Analisar o início da fase da reconstrução da ilha, pós-erupção e projectar acções futuras, dando atenção especial à reabilitação das 110 casas construídas para as famílias na última erupção vulcânica em 1995, criar consensos em relação à construção do novo povoado, local para edificar a nova adega de vinho e abertura das vias alternativas, são aspectos discutidos esta sexta-feira, em São Filipe pelo Gabinete de Crise, criado na sequência da erupção vulcânica.

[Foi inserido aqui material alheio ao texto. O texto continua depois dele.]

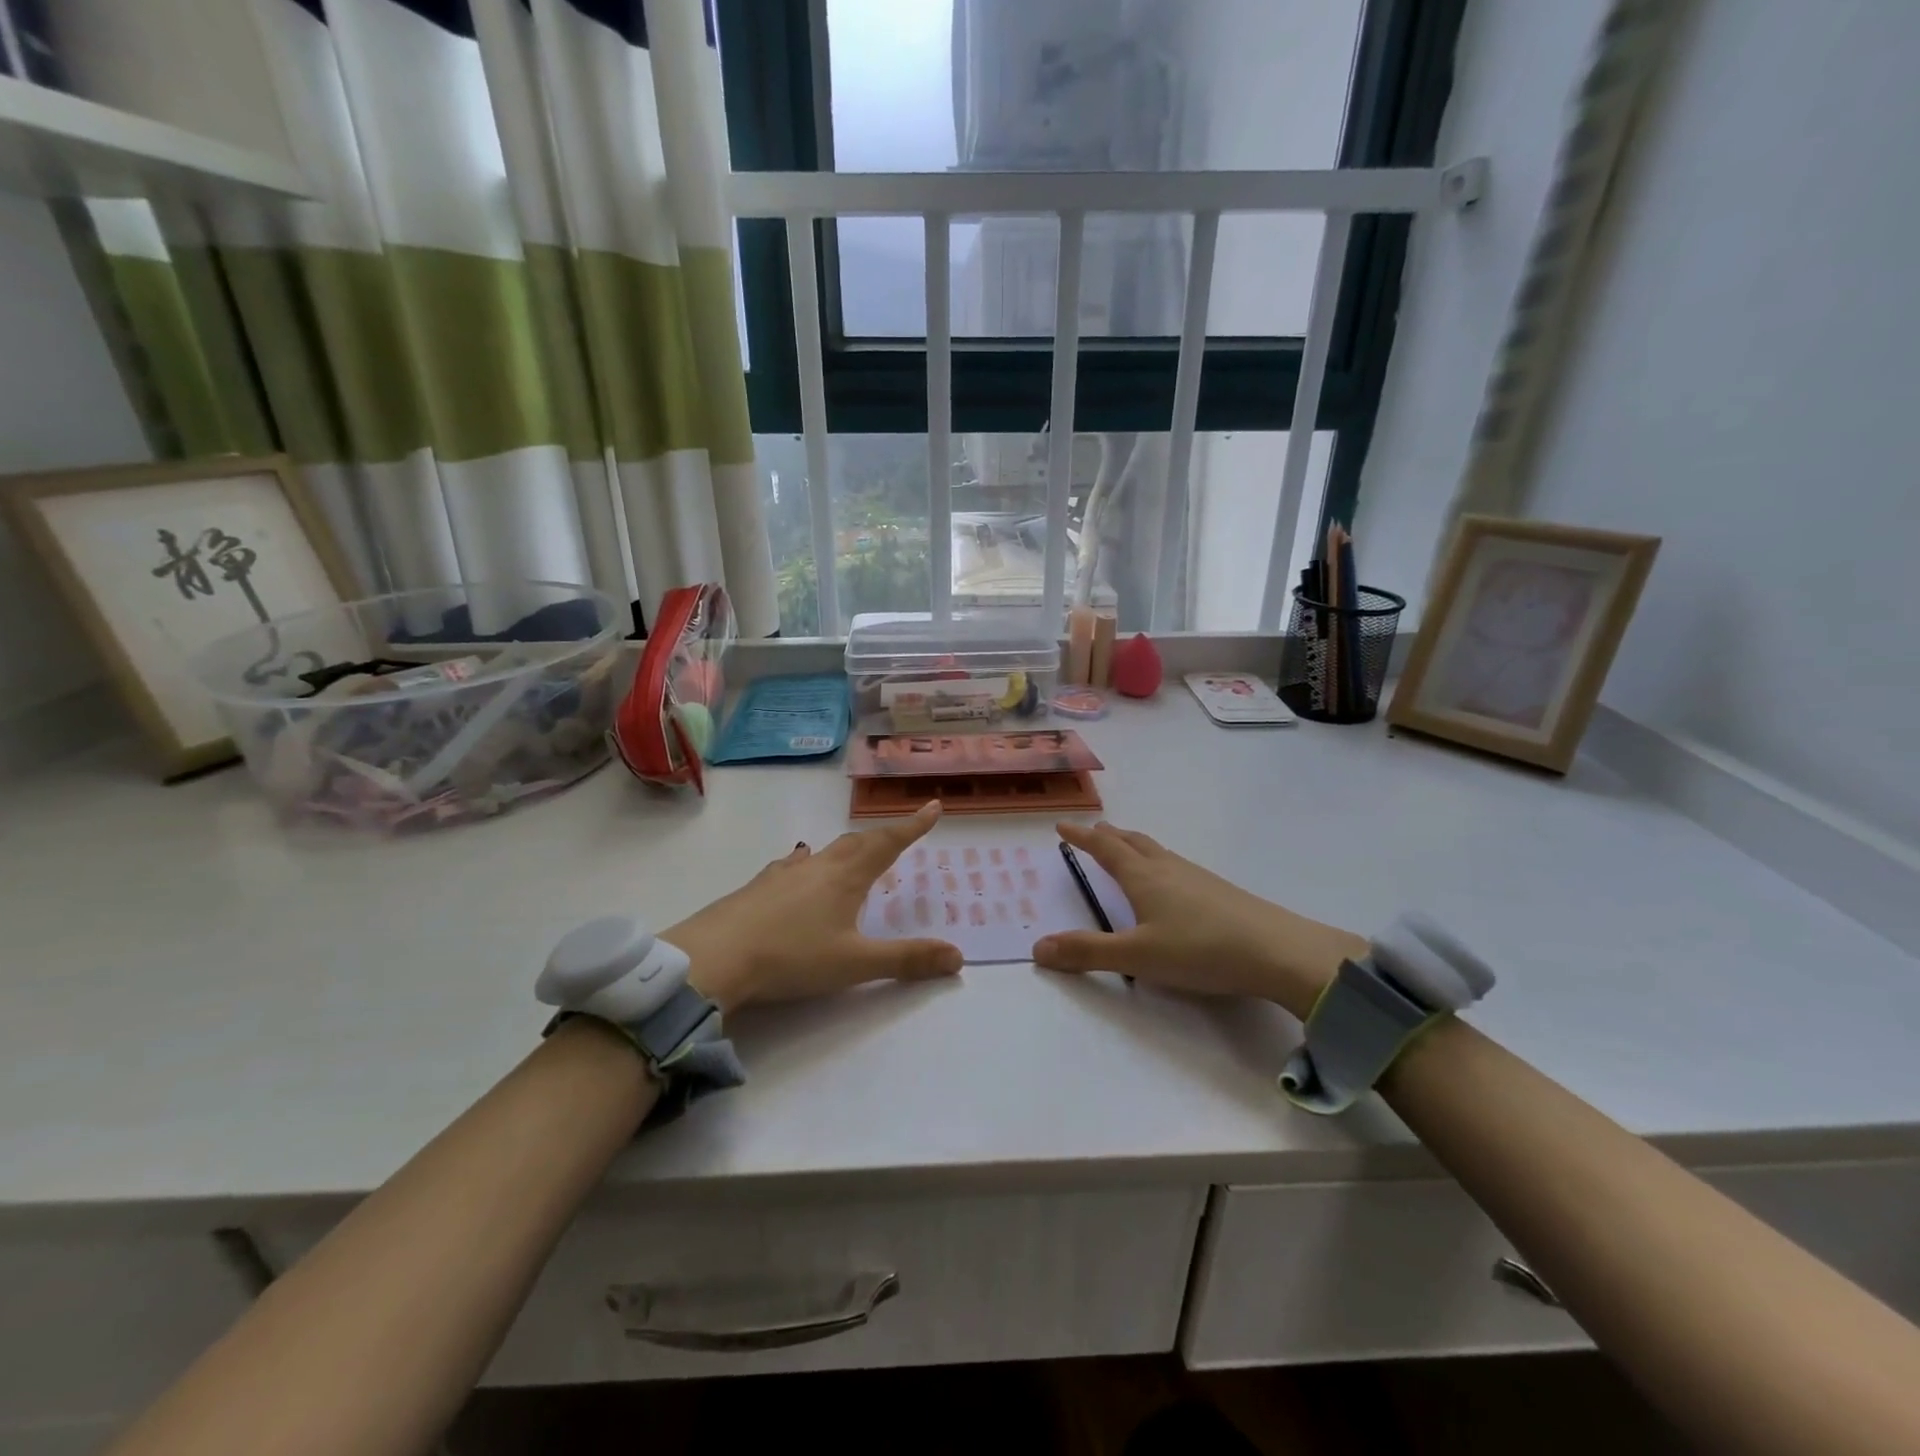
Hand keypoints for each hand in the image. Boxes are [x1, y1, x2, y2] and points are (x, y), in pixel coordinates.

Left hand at [667, 801, 962, 1012]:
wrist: (714, 957)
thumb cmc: (791, 958)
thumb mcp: (855, 965)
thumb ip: (906, 960)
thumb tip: (958, 956)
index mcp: (846, 878)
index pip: (888, 843)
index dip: (913, 826)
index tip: (932, 806)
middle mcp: (818, 866)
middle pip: (858, 842)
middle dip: (883, 836)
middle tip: (900, 834)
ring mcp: (784, 874)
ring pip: (824, 851)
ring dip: (846, 849)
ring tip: (854, 851)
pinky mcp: (758, 887)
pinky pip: (792, 865)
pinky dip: (806, 862)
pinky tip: (797, 865)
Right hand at [1031, 821, 1366, 1017]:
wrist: (1278, 951)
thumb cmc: (1200, 949)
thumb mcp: (1137, 956)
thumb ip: (1088, 952)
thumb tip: (1037, 947)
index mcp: (1143, 877)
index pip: (1105, 849)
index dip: (1082, 837)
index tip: (1063, 825)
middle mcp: (1168, 869)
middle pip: (1133, 842)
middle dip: (1109, 836)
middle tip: (1094, 831)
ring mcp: (1198, 877)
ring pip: (1158, 852)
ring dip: (1135, 846)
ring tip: (1126, 849)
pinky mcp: (1220, 892)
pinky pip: (1177, 866)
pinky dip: (1159, 862)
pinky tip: (1171, 882)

“Este encontro é o inicio da fase de reconstrução dos danos e projecção do futuro da ilha do Fogo”, explicou coordenador do Gabinete de Crise, Antero de Matos, salientando que na reunião chegaram a importantes consensos para resolver os problemas de imediato aos deslocados de Chã das Caldeiras.

Em relação às obras de reabilitação das 70 casas em Monte Grande e 40 em Achada Furna, Antero Matos garante que arrancam este mês. Entretanto, ainda não está definido o local onde será edificado o novo aldeamento. “Será anunciado durante um fórum a realizar-se no mês de Fevereiro, para debater as formas mais viáveis para a reconstrução da ilha do Fogo”, garante Antero.

Ainda neste mês arrancam as obras de abertura da via alternativa no interior da aldeia. Foi analisada também a construção de uma via Campanas-Piorno.

Outro aspecto abordado neste encontro tem a ver com o local para edificar a nova adega de vinho CHÃ. Também ainda não foi definido o local para o seu assentamento.

Enquanto isso, o governo vai garantir todas as condições aos viticultores para dedicarem as suas actividades. "O Estado irá suportar o aluguer da adega de Monte Barro para as actividades de vinícolas de 2015”, deu a certeza o coordenador.